How many lines in the records below contain "شاكر"? Reply with the number alone.

- _Dataset records_:
···
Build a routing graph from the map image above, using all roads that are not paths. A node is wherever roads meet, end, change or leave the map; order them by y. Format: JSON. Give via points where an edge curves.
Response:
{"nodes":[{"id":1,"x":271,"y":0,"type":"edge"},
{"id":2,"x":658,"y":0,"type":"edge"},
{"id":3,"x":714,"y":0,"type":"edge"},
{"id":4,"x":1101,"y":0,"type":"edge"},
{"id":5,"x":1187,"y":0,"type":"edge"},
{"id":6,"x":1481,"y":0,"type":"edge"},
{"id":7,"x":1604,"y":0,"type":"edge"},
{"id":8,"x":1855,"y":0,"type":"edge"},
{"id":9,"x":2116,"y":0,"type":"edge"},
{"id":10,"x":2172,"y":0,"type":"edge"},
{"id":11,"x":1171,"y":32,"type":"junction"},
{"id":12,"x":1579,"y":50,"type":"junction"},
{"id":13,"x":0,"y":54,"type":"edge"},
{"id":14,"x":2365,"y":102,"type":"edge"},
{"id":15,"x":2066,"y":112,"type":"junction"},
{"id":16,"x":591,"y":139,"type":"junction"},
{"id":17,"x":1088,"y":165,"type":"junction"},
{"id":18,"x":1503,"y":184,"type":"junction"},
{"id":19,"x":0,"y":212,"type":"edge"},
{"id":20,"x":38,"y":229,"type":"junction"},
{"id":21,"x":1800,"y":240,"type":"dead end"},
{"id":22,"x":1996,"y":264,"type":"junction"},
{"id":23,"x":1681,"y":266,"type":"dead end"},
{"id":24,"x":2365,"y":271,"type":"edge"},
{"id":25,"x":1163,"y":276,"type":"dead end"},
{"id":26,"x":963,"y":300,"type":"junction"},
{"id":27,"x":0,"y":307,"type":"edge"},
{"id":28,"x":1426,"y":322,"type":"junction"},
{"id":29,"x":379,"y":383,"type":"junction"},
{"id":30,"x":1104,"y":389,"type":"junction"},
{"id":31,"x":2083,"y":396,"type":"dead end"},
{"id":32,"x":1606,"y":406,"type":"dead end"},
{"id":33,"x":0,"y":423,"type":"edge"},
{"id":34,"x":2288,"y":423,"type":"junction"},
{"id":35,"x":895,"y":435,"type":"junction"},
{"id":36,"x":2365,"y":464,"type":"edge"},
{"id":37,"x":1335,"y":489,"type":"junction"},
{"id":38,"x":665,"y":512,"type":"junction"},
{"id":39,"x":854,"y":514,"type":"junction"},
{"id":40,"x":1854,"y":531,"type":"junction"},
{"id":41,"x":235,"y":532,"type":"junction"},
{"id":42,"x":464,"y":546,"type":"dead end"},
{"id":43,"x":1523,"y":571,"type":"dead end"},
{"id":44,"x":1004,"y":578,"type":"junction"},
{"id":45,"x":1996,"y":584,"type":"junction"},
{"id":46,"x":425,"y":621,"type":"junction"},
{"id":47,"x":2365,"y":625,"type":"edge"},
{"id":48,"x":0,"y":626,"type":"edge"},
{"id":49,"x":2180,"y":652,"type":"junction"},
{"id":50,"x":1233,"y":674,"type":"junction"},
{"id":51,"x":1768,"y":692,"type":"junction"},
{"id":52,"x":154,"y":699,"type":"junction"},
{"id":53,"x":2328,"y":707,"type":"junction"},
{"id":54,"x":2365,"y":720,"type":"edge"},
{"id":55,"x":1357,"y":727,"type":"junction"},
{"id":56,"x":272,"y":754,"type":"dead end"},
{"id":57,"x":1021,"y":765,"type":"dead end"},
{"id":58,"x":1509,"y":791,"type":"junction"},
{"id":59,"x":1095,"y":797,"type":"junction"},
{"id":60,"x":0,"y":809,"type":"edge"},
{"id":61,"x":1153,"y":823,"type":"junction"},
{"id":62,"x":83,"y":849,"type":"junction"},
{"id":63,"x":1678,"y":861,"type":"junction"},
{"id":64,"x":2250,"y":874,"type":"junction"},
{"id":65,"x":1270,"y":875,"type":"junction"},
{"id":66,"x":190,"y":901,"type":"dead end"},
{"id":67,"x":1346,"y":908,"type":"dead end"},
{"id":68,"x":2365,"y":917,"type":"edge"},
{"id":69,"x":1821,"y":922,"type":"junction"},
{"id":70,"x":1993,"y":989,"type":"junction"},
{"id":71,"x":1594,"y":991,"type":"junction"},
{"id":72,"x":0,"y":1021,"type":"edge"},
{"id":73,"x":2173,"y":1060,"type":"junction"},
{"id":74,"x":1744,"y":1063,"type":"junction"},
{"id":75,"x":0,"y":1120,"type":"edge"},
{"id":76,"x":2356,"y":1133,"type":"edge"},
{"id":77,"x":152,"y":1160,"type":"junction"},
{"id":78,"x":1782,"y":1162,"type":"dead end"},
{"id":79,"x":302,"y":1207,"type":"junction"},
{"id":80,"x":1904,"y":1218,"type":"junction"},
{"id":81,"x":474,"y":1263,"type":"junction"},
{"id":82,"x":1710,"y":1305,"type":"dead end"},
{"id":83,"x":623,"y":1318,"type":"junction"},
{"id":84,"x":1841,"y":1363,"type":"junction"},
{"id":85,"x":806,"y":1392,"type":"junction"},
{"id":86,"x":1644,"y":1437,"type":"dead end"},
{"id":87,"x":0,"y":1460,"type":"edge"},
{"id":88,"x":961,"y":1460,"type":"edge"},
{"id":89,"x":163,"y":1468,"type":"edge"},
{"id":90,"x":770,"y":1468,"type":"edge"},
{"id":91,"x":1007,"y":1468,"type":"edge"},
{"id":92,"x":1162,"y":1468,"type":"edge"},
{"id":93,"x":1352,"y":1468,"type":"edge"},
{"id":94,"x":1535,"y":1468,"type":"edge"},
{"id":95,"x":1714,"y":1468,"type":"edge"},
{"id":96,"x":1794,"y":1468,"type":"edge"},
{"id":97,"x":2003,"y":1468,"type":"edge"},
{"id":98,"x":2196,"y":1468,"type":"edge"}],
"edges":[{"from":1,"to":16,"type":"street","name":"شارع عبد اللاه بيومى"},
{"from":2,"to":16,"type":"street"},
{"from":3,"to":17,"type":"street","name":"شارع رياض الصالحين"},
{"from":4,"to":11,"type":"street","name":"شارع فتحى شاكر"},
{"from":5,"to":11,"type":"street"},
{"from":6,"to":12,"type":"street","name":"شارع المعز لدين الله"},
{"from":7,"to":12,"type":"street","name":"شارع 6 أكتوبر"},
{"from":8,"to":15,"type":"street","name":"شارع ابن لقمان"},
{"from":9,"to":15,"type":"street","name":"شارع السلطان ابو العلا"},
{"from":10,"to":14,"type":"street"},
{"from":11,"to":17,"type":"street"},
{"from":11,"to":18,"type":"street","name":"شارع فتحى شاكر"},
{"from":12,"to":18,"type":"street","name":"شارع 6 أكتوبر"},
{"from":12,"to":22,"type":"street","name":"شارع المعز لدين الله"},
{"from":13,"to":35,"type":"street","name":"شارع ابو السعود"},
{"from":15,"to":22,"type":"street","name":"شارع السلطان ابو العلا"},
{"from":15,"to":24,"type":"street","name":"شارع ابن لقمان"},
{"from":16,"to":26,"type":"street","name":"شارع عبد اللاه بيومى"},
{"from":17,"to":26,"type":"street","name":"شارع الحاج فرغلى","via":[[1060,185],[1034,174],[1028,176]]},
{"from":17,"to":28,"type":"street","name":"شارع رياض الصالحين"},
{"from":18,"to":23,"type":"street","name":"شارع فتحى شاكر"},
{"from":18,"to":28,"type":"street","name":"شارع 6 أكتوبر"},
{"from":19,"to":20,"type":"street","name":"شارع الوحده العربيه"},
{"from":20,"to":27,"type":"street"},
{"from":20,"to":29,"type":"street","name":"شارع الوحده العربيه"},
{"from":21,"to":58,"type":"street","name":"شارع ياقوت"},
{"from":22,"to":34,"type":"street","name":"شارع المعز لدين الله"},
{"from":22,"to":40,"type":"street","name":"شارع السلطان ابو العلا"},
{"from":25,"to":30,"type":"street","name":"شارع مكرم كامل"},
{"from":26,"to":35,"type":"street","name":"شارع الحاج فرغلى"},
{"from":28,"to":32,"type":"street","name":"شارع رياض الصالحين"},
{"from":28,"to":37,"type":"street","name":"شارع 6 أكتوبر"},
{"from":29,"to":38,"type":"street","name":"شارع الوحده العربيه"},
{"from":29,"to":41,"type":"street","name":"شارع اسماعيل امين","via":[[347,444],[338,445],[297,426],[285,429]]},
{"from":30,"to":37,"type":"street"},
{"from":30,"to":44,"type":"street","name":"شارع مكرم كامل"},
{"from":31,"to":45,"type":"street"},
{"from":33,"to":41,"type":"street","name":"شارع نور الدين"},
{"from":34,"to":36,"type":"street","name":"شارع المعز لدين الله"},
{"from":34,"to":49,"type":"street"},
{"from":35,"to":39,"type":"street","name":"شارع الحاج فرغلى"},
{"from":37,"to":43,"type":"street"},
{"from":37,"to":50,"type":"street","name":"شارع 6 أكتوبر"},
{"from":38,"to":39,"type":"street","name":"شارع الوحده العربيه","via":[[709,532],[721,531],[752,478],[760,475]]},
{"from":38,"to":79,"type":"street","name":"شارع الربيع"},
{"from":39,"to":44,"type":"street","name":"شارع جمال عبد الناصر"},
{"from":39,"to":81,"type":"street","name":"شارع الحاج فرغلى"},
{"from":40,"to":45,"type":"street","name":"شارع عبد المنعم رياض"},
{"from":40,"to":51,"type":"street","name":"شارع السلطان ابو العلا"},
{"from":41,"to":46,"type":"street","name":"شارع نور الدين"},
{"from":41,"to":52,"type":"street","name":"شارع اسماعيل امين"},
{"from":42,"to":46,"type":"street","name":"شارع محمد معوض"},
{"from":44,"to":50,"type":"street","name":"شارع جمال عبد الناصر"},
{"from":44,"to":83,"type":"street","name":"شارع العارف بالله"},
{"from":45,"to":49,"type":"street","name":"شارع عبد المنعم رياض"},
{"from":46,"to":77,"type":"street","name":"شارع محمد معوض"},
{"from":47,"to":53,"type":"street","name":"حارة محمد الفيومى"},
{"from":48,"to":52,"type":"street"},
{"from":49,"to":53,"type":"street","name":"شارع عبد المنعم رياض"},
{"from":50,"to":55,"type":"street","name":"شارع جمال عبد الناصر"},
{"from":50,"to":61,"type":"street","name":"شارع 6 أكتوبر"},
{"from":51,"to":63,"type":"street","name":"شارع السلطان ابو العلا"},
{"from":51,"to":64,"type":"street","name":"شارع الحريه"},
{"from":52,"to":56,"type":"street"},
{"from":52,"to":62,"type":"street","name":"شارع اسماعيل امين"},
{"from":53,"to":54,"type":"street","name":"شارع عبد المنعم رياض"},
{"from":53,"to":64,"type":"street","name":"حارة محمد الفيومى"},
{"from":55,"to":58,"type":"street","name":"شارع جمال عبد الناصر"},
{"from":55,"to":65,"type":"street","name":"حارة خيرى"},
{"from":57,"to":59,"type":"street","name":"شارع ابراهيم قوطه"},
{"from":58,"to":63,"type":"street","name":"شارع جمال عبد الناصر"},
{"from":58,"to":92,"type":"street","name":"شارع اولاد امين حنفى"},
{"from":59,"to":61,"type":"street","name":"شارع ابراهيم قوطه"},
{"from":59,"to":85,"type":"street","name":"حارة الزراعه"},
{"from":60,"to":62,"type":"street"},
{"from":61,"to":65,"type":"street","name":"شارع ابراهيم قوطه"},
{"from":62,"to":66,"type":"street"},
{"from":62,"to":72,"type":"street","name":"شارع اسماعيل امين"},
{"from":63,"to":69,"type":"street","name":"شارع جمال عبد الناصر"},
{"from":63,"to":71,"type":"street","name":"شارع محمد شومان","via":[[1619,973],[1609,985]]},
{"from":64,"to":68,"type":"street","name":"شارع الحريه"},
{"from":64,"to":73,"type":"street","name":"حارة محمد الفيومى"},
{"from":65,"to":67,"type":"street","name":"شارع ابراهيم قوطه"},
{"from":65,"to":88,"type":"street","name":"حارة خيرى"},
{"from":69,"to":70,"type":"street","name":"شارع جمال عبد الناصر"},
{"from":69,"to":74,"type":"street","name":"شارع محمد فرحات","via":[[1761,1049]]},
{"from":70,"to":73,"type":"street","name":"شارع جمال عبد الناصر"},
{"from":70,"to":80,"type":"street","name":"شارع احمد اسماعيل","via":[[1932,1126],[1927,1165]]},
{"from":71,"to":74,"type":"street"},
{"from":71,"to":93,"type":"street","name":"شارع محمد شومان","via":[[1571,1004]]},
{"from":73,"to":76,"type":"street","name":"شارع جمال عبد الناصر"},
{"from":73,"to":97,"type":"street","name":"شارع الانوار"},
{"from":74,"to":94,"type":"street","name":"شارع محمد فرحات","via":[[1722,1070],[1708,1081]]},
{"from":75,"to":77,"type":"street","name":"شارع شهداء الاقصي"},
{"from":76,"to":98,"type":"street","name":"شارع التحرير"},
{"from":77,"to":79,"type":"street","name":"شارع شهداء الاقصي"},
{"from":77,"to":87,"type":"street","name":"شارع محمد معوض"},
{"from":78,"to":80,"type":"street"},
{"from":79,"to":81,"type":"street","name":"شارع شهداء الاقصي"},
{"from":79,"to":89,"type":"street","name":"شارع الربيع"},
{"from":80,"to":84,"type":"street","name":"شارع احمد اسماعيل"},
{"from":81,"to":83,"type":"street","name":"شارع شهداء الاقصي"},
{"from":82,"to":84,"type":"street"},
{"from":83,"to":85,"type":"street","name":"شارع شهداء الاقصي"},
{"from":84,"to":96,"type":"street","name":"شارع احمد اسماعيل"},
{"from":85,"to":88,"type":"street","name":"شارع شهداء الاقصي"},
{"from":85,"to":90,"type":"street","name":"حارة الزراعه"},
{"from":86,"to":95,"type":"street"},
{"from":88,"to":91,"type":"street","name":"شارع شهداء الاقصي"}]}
···
- _ANSWER BOX_:
3